Mit Tamaras Sohn Emil zum Beispiel. Dem Hochbegabten.
Der leider die erste Klasse zweimal machen musste. Wegen der Hochbegabung, meint Tamara. Er war unterfordert und hat sich deswegen verweigert. So kommt es, dass Emil und Claudia jetzt in einer Klasse sind. Emil ist ein seltsames Kind. Haut gerne mal zu, zwickt und kneift, kann aber auf der anderen Seite schwarze Löcher und Einsteins Relativitätstheorie erklären. Vielleicht färbt ja ein wenig von seiner Cleverness auf meine Tochter ab. Claudia ist keins dieser Überfliegerkinder. Gut, wir haben ihren IQ noch nie testen lassen, aber bisher konnte ich auch keine Zeichen von Hochbegabung ausmachen und blamieren möchte man sich bei dem Test ja nun auch nicht. Wie peinlich, man geht mit dem Kind zu einem Psychologen, weil man meint, es sei hochbegabt, und es stellt sich heraus, dass es geradeso, mit viel Glück, für den Durchschnitt reicht. So was will doch niemand wissen. Claudia mag Emil nicht besonders, vor allem, weil er nahezu andauernd in der Nase bohrt. »Der ist eklig«, sagt Claudia und hat damit natürlich Recht. Sie will nicht zusammen mit dem Nasenbohrer zur Schule laufen. »Guck halt nicht hin«, sage ich und, »du musst ihn ja nicht heiraten.« Das Wort heiraten ist für Claudia fast noch ekliger als nasenbohren. Sie schüttelt sich geradezu. Schon bei dem Gedanken. Bei Mädchen in diesem Alter scheint die Heiratsabneigung programmiert. Vielleicht eine Art natürlicher Schutzinstinkt. Aber warum und wann geht der uns eigentlich verloren?
Aber trotz all ihrer instinktiven Abneigung: Sie läuft mit Emil. Auch Tamara besteht darauf, dass Emil mit Claudia läuft. Der ist davon ähnlich begeistert wie meine Tochter, und so trotten die beiden nebeneinander her wie arme,
stumme Zwangsverheiratete. »Worüber sprecht ihr so, wenn ihr nebeneinander herlauft?«, habe ich mal gefragt und Claudia hat mich angeguckt, als wäre ich eine Wahnsinnige. »Ich rede mit dem Emil nicht«, hat sie gesagt. So als wäre das eine wirklich abartige Idee. »Wenn ich in die neue Schule komme, muss ich dann immer noch mit dem Doofkopf laufen?«, fragt mich Claudia regelmäßig. »Nein, wahrscheinlich nicht«, habe ich ebenso oft geantwortet, denn je nach Schulwahl hat der kleine kluge Emil einen anderen Weg als meine Claudia.

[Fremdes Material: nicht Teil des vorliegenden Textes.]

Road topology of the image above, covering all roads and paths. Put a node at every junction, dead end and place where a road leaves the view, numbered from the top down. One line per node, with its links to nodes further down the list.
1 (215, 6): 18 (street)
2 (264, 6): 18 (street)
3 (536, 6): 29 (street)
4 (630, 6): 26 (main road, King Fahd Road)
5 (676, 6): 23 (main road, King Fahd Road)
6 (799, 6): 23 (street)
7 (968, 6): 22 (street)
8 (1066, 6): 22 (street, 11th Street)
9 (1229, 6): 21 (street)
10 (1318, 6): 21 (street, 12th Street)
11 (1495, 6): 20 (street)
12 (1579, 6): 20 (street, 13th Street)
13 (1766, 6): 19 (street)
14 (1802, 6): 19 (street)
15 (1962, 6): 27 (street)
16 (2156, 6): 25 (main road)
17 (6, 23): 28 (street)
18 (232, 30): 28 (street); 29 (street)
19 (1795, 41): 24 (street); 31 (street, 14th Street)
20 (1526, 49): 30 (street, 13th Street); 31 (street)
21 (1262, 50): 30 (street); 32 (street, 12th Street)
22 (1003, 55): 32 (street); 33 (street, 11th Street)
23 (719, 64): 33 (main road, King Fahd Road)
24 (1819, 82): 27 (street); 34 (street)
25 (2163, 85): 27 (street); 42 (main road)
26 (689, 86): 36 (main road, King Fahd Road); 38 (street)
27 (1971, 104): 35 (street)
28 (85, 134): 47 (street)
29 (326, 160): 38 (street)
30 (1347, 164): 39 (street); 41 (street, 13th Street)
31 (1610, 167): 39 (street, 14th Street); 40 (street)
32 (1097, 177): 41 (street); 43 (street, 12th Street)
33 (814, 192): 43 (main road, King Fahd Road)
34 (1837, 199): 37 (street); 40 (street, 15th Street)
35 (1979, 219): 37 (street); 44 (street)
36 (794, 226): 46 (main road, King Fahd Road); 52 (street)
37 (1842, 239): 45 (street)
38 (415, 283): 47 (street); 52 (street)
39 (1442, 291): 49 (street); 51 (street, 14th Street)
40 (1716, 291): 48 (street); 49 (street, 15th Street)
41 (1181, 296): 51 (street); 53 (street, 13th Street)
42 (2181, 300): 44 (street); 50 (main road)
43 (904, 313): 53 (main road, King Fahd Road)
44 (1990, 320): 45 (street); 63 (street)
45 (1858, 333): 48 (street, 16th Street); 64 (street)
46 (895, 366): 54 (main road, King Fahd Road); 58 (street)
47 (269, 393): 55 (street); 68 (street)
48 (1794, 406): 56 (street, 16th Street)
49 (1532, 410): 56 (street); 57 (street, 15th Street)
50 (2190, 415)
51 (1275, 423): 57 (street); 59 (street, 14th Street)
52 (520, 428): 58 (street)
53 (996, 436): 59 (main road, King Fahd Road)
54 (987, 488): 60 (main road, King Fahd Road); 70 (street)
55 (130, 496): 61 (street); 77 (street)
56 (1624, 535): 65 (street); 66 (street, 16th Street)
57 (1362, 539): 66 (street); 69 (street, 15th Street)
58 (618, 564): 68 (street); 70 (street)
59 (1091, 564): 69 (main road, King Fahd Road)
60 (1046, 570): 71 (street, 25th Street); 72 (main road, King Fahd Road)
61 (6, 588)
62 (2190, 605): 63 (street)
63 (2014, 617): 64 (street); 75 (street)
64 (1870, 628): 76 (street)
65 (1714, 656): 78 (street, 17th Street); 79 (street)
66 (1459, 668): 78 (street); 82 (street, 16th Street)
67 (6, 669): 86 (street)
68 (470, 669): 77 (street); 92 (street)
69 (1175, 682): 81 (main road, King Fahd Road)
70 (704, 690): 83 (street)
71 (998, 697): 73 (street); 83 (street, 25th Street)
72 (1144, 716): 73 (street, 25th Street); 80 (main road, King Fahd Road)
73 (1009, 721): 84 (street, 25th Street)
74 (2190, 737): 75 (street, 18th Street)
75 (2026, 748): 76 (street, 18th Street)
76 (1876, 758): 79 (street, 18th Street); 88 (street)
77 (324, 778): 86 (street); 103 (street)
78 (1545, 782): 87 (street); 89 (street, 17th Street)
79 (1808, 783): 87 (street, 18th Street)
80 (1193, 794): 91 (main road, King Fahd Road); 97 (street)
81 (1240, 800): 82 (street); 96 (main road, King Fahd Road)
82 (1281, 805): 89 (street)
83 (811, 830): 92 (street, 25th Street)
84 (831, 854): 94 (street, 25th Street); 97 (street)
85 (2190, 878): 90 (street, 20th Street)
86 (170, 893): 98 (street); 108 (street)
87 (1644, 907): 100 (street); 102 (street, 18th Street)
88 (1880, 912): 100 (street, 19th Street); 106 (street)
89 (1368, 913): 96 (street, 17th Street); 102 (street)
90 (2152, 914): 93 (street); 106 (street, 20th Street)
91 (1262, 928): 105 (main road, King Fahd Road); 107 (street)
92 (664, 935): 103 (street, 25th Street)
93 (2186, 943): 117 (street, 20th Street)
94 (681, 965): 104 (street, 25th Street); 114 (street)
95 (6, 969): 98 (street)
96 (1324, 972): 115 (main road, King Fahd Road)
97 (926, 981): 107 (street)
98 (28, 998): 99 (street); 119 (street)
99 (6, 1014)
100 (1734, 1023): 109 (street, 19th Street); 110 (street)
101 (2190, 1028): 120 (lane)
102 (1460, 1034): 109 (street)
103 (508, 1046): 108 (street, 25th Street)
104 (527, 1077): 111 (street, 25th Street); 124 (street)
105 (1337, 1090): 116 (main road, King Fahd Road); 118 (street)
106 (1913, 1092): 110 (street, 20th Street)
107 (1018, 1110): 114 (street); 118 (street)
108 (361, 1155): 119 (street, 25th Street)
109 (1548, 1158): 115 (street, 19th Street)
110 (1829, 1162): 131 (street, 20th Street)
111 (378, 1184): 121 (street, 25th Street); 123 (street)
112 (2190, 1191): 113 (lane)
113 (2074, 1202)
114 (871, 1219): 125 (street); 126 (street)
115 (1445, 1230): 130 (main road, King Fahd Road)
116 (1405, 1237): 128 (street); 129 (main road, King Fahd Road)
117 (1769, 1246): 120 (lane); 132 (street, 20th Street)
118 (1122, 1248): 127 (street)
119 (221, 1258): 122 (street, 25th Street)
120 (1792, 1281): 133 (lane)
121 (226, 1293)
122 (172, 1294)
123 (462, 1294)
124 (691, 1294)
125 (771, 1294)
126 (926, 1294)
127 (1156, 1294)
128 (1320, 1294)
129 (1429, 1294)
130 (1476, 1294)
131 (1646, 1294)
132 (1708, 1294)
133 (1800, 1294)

Apropos Schulwahl. Ein absolut heikles Thema, das uns hier an der Mütterfront nahezu rund um die Uhr beschäftigt. Spätestens wenn die Kinder in der dritten Klasse sind, geht es los. »Auf welche Schule wird deine denn gehen?«, heißt es dann oft. Natürlich bin ich mittlerweile auch infiziert und mache mir so meine Gedanken. Man kann sich einfach nicht entziehen. So wie es in der Mode angebliche Must-haves gibt, gehört dieses Thema zu den Must-haves, wenn man Kinder hat.
Hier bei uns am Ort gibt es keine weiterführenden Schulen, wie es so schön heißt. Also müssen die Kinder in Nachbarorte fahren. Mit der S-Bahn oder dem Bus. Was natürlich nicht das Hauptentscheidungskriterium ist. Das wäre vielleicht logisch, aber natürlich viel zu profan. Es geht um die passende Schule fürs Kind. Da ist zunächst die Frage: Haupt-, Realschule oder Gymnasium? Oder vielleicht gleich die Gesamtschule? Kinder bekommen heutzutage eine Empfehlung. Lehrer sagen, welche Schule sie je nach Kind für geeignet halten.
Claudia ist eine ganz gute Schülerin.